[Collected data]
== Segment start ==

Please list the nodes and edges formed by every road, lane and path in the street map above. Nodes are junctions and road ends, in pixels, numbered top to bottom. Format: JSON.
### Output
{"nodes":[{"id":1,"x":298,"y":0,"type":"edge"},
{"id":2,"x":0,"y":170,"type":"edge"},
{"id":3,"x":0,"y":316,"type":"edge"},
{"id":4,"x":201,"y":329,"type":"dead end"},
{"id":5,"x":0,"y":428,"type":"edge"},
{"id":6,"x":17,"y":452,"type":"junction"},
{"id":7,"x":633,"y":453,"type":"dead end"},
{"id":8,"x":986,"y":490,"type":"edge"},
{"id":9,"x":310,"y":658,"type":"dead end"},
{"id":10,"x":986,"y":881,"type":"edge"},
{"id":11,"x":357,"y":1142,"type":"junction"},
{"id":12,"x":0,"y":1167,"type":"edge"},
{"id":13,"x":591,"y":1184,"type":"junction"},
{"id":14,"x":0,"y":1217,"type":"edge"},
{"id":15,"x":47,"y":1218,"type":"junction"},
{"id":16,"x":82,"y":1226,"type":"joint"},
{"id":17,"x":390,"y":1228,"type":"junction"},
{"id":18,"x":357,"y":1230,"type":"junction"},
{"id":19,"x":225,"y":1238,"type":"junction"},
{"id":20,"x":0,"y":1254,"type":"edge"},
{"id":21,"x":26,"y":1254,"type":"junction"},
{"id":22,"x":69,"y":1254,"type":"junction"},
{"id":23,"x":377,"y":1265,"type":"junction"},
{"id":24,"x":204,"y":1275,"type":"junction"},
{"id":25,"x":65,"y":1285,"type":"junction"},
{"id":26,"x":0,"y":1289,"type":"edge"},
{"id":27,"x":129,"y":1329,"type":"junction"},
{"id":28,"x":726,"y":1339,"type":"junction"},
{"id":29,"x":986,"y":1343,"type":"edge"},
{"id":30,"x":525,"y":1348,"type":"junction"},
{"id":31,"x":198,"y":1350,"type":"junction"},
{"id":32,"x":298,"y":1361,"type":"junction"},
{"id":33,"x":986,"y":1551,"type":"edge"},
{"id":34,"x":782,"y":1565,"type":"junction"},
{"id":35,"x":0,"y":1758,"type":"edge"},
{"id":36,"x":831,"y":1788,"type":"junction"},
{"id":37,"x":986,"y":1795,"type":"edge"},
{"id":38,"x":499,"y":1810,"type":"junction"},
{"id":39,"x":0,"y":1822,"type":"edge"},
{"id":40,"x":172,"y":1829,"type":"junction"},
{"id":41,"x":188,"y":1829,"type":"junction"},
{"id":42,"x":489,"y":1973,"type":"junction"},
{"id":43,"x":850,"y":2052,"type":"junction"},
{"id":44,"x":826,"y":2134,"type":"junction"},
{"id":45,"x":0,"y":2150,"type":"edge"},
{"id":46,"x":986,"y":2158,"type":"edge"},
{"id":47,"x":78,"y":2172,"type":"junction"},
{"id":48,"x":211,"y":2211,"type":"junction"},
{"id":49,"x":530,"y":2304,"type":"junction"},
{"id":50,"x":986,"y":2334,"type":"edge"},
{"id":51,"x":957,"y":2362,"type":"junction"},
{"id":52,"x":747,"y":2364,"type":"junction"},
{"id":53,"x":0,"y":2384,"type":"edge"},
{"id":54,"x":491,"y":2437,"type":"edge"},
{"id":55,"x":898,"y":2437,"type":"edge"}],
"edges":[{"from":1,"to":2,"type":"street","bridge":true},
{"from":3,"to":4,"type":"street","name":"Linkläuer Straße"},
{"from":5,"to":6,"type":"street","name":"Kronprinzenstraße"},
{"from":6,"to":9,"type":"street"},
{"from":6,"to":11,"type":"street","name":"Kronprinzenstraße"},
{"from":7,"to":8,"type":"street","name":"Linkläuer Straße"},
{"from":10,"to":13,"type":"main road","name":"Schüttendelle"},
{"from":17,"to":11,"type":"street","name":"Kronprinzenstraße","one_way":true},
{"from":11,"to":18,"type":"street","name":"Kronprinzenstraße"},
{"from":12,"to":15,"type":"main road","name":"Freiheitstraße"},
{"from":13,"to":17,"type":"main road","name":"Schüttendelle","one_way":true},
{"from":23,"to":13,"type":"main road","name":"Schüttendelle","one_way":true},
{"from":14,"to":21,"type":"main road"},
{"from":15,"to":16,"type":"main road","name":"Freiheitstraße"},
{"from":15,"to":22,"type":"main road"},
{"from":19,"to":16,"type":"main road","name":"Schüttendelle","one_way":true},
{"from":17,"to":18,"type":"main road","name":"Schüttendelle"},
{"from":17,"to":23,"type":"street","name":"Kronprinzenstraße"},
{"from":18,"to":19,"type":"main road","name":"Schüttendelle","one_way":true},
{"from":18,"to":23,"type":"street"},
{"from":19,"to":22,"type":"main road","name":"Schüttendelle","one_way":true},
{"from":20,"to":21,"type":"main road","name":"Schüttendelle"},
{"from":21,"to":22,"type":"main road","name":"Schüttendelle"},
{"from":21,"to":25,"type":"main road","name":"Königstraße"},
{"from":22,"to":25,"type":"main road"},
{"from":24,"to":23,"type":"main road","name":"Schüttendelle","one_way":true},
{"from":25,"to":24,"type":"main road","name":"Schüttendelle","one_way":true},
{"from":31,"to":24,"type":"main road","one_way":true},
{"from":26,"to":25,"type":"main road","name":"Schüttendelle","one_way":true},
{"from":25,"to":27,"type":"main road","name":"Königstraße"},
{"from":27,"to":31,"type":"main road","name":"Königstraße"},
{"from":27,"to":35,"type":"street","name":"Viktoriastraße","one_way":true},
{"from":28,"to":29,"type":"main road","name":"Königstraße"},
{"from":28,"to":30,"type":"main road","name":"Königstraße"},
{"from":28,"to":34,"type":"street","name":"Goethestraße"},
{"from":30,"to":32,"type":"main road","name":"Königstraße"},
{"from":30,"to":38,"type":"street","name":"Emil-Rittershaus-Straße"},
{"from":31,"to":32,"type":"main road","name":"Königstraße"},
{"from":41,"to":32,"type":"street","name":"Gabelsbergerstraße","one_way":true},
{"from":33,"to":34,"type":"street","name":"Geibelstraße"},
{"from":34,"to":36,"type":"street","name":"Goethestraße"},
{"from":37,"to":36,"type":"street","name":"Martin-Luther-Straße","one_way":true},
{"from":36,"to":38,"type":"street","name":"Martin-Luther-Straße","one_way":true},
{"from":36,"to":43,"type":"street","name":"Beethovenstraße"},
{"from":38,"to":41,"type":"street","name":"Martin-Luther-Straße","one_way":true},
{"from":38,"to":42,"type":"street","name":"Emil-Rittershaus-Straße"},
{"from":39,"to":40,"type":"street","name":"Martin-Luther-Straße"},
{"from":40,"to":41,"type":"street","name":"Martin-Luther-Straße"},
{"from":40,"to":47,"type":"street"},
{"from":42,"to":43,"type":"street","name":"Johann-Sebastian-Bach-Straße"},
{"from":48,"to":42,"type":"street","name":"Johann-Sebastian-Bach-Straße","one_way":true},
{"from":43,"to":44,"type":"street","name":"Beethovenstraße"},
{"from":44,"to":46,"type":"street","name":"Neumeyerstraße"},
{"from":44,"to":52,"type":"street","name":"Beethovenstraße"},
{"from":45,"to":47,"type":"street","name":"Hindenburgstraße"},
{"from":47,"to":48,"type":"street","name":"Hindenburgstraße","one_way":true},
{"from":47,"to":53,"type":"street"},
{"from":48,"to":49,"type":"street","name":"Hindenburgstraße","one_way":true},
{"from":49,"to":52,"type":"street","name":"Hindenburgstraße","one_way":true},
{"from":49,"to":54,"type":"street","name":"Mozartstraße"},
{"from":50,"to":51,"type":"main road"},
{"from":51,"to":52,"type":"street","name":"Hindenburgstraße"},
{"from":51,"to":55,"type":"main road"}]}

== Segment end ==

* [How to complete this task]: All of the lines above are to be restated word for word.

* [Response to this exercise]:
Please list the nodes and edges formed by every road, lane and path in the street map above. Nodes are junctions and road ends, in pixels, numbered top to bottom. Format: JSON.
### Output
{"nodes":[{"id":1,"x":298,"y":0,"type":"edge"},
{"id":2,"x":0,"y":170,"type":"edge"},
{"id":3,"x":0,"y":316,"type":"edge"},
{"id":4,"x":201,"y":329,"type":"dead end"},
{"id":5,"x":0,"y":428,"type":"edge"},
{"id":6,"x":17,"y":452,"type":"junction"},
{"id":7,"x":633,"y":453,"type":"dead end"},
{"id":8,"x":986,"y":490,"type":"edge"},
{"id":9,"x":310,"y":658,"type":"dead end"},
{"id":10,"x":986,"y":881,"type":"edge"},
{"id":11,"x":357,"y":1142,"type":"junction"},
{"id":12,"x":0,"y":1167,"type":"edge"},
{"id":13,"x":591,"y":1184,"type":"junction"},
{"id":14,"x":0,"y":1217,"type":"edge"},
{"id":15,"x":47,"y":1218,"type":"junction"},
{"id":16,"x":82,"y":1226,"type":"joint"},
{"id":17,"x":390,"y":1228,"type":"junction"},
{"id":18,"x":357,"y":1230,"type":"junction"},
{"id":19,"x":225,"y":1238,"type":"junction"},
{"id":20,"x":0,"y":1254,"type":"edge"},
{"id":21,"x":26,"y":1254,"type":"junction"},
{"id":22,"x":69,"y":1254,"type":"junction"},
{"id":23,"x":377,"y":1265,"type":"junction"},
{"id":24,"x":204,"y":1275,"type":"junction"},
{"id":25,"x":65,"y":1285,"type":"junction"},
{"id":26,"x":0,"y":1289,"type":"edge"},
{"id":27,"x":129,"y":1329,"type":"junction"},
{"id":28,"x":726,"y":1339,"type":"junction"},
{"id":29,"x":986,"y":1343,"type":"edge"},
{"id":30,"x":525,"y":1348,"type":"junction"},
{"id":31,"x":198,"y":1350,"type":"junction"},
{"id":32,"x":298,"y":1361,"type":"junction"},
{"id":33,"x":986,"y":1551,"type":"edge"},
{"id":34,"x":782,"y":1565,"type":"junction"},
{"id":35,"x":0,"y":1758,"type":"edge"},
{"id":36,"x":831,"y":1788,"type":"junction"},
{"id":37,"x":986,"y":1795,"type":"edge"},
{"id":38,"x":499,"y":1810,"type":"junction"},
{"id":39,"x":0,"y":1822,"type":"edge"},
{"id":40,"x":172,"y":1829,"type":"junction"},
{"id":41,"x":188,"y":1829,"type":"junction"},
{"id":42,"x":489,"y":1973,"type":"junction"},
{"id":43,"x":850,"y":2052,"type":"junction"},
{"id":44,"x":826,"y":2134,"type":"junction"},
{"id":45,"x":0,"y":2150,"type":"edge"},
{"id":46,"x":986,"y":2158,"type":"edge"},
{"id":47,"x":78,"y":2172,"type":"junction"},
{"id":48,"x":211,"y":2211,"type":"junction"},
{"id":49,"x":530,"y":2304,"type":"junction"},
{"id":50,"x":986,"y":2334,"type":"edge"},
{"id":51,"x":957,"y":2362,"type":"junction"},
{"id":52,"x":747,"y":2364,"type":"junction"},
{"id":53,"x":0,"y":2384,"type":"edge"},
{"id":54,"x":491,"y":2437,"type":"edge"},
{"id":55,"x":898,"y":2437,"type":"edge"}],
"edges":[{"from":1,"to":2,"type":"street","bridge":true},
{"from":3,"to":4,"type":"street","name":"Linkläuer Straße"},
{"from":5,"to":6,"type":"street","name":"Kronprinzenstraße"},
{"from":6,"to":9,"type":"street"},
{"from":6,"to":11,"type":"street","name":"Kronprinzenstraße"},
{"from":7,"to":8,"type":"street","name":"Linkläuer Straße"},
{"from":10,"to":13,"type":"main road","name":"Schüttendelle"},
{"from":17,"to":11,"type":"street","name":"Kronprinzenstraße","one_way":true},
{"from":11,"to":18,"type":"street","name":"Kronprinzenstraße"},
{"from":12,"to":15,"type":"main road","name":"Freiheitstraße"},
{"from":13,"to":17,"type":"main road","name":"Schüttendelle","one_way":true},
{"from":23,"to":13,"type":"main road","name":"Schüttendelle","one_way":true},
{"from":14,"to":21,"type":"main road"},
{"from":15,"to":16,"type":"main road","name":"Freiheitstraße"},
{"from":15,"to":22,"type":"main road"},
{"from":19,"to":16,"type":"main road","name":"Schüttendelle","one_way":true},
{"from":17,"to":18,"type":"main road","name":"Schüttendelle"},
{"from":17,"to":23,"type":"street","name":"Kronprinzenstraße"},
{"from":18,"to":19,"type":"main road","name":"Schüttendelle","one_way":true},
{"from":18,"to":23,"type":"street"},
{"from":19,"to":22,"type":"main road","name":"Schüttendelle","one_way":true},
{"from":20,"to":21,"type":"main road","name":"Schüttendelle"},
{"from":21,"to":22,"type":"main road","name":"Schüttendelle"},
{"from":21,"to":25,"type":"main road","name":"Königstraße"},
{"from":22,"to":25,"type":"main road"},
{"from":24,"to":23,"type":"main road","name":"Schüttendelle","one_way":true},
{"from":25,"to":24,"type":"main road","name":"Schüttendelle","one_way":true},
{"from":31,"to":24,"type":"main road","one_way":true},
{"from":26,"to":25,"type":"main road","name":"Schüttendelle","one_way":true},
{"from":25,"to":27,"type":"main road","name":"Königstraße"},
{"from":27,"to":31,"type":"main road","name":"Königstraße"},
{"from":27,"to":35,"type":"street","name":"Viktoriastraße","one_way":true},
{"from":28,"to":29,"type":"main road","name":"Königstraße"},
{"from":28,"to":30,"type":"main road","name":"Königstraße"},
{"from":28,"to":34,"type":"street","name":"Goethestraße"},
{"from":30,"to":32,"type":"main road","name":"Königstraße"},
{"from":30,"to":38,"type":"street","name":"Emil-Rittershaus-Straße"},
{"from":31,"to":32,"type":"main road","name":"Königstraße"},
{"from":41,"to":32,"type":"street","name":"Gabelsbergerstraße","one_way":true},
{"from":33,"to":34,"type":"street","name":"Geibelstraße"},
{"from":34,"to":36,"type":"street","name":"Goethestraße"},
{"from":37,"to":36,"type":"street","name":"Martin-Luther-Straße","one_way":true},
{"from":36,"to":38,"type":"street","name":"Martin-Luther-Straße","one_way":true},
{"from":36,"to":43,"type":"street","name":"Beethovenstraße"},
{"from":38,"to":41,"type":"street","name":"Martin-Luther-Straße","one_way":true},
{"from":38,"to":42,"type":"street","name":"Emil-Rittershaus-Straße"},
{"from":39,"to":40,"type":"street","name":"Martin-Luther-Straße"},
{"from":40,"to":41,"type":"street","name":"Martin-Luther-Straße"},
{"from":40,"to":47,"type":"street"},
{"from":42,"to":43,"type":"street","name":"Johann-Sebastian-Bach-Straße"},
{"from":48,"to":42,"type":"street","name":"Johann-Sebastian-Bach-Straße","one_way":true},
{"from":43,"to":44,"type":"street","name":"Beethovenstraße"},
{"from":44,"to":46,"type":"street","name":"Neumeyerstraße"},
{"from":44,"to":52,"type":"street","name":"Beethovenstraße"},
{"from":45,"to":47,"type":"street","name":"Hindenburgstraße"},
{"from":47,"to":48,"type":"street","name":"Hindenburgstraße","one_way":true},
{"from":47,"to":53,"type":"street"},
{"from":48,"to":49,"type":"street","name":"Hindenburgstraße","one_way":true},
{"from":49,"to":52,"type":"street","name":"Hindenburgstraße","one_way":true},
{"from":49,"to":54,"type":"street","name":"Mozartstraße"},
{"from":50,"to":51,"type":"main road"},
{"from":51,"to":52,"type":"street","name":"Hindenburgstraße"},
{"from":51,"to":55,"type":"main road"}]}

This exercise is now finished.